Task item – Set down all of the lines below exactly as they are given.

Records from a dataset
_ _ _ _ _
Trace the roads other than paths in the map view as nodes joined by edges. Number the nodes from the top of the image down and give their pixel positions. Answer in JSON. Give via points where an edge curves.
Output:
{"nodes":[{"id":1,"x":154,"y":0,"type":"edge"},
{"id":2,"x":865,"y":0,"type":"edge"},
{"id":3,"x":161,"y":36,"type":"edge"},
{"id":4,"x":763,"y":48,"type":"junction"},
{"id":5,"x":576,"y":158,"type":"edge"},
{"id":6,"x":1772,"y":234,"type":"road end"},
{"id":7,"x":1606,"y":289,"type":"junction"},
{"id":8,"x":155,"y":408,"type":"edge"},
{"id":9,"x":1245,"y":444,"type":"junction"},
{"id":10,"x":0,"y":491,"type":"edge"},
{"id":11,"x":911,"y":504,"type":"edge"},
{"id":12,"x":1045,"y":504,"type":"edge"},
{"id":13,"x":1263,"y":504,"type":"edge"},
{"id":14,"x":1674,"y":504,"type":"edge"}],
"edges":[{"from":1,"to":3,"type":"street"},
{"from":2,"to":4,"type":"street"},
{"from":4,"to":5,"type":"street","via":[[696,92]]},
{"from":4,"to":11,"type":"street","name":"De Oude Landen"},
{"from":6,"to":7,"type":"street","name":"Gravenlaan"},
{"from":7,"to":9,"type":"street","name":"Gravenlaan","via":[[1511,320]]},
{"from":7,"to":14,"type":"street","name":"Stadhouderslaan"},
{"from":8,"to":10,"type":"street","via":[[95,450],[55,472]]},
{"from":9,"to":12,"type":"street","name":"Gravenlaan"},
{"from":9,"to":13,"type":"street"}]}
_ _ _ _ _
Exercise output –
Trace the roads other than paths in the map view as nodes joined by edges. Number the nodes from the top of the image down and give their pixel positions. Answer in JSON. Give via points where an edge curves.
Output:
{"nodes":[{"id":1,"x":154,"y":0,"type":"edge"},
{"id":2,"x":865,"y":0,"type":"edge"},
{"id":3,"x":161,"y":36,"type":"edge"},
{"id":4,"x":763,"y":48,"type":"junction"},
{"id":5,"x":576,"y":158,"type":"edge"},
{"id":6,"x":1772,"y":234,"type":"road end"},
{"id":7,"x":1606,"y":289,"type":"junction"},
{"id":8,"x":155,"y":408,"type":"edge"},
{"id":9,"x":1245,"y":444,"type":"junction"},
{"id":10,"x":0,"y":491,"type":"edge"},
{"id":11,"x":911,"y":504,"type":"edge"},
{"id":12,"x":1045,"y":504,"type":"edge"},
{"id":13,"x":1263,"y":504,"type":"edge"},
{"id":14,"x":1674,"y":504,"type":"edge"}],
"edges":[{"from":1,"to":3,"type":"street"},
{"from":2,"to":4,"type":"street"},
{"from":4,"to":5,"type":"street","via":[[696,92]]},
{"from":4,"to":11,"type":"street","name":"De Oude Landen"},
{"from":6,"to":7,"type":"street","name":"Gravenlaan"},
{"from":7,"to":9,"type":"street","name":"Gravenlaan","via":[[1511,320]]},
{"from":7,"to":14,"type":"street","name":"Stadhouderslaan"},
{"from":8,"to":10,"type":"street","via":[[95,450],[55,472]]},
{"from":9,"to":12,"type":"street","name":"Gravenlaan"},
{"from":9,"to":13,"type":"street"}]}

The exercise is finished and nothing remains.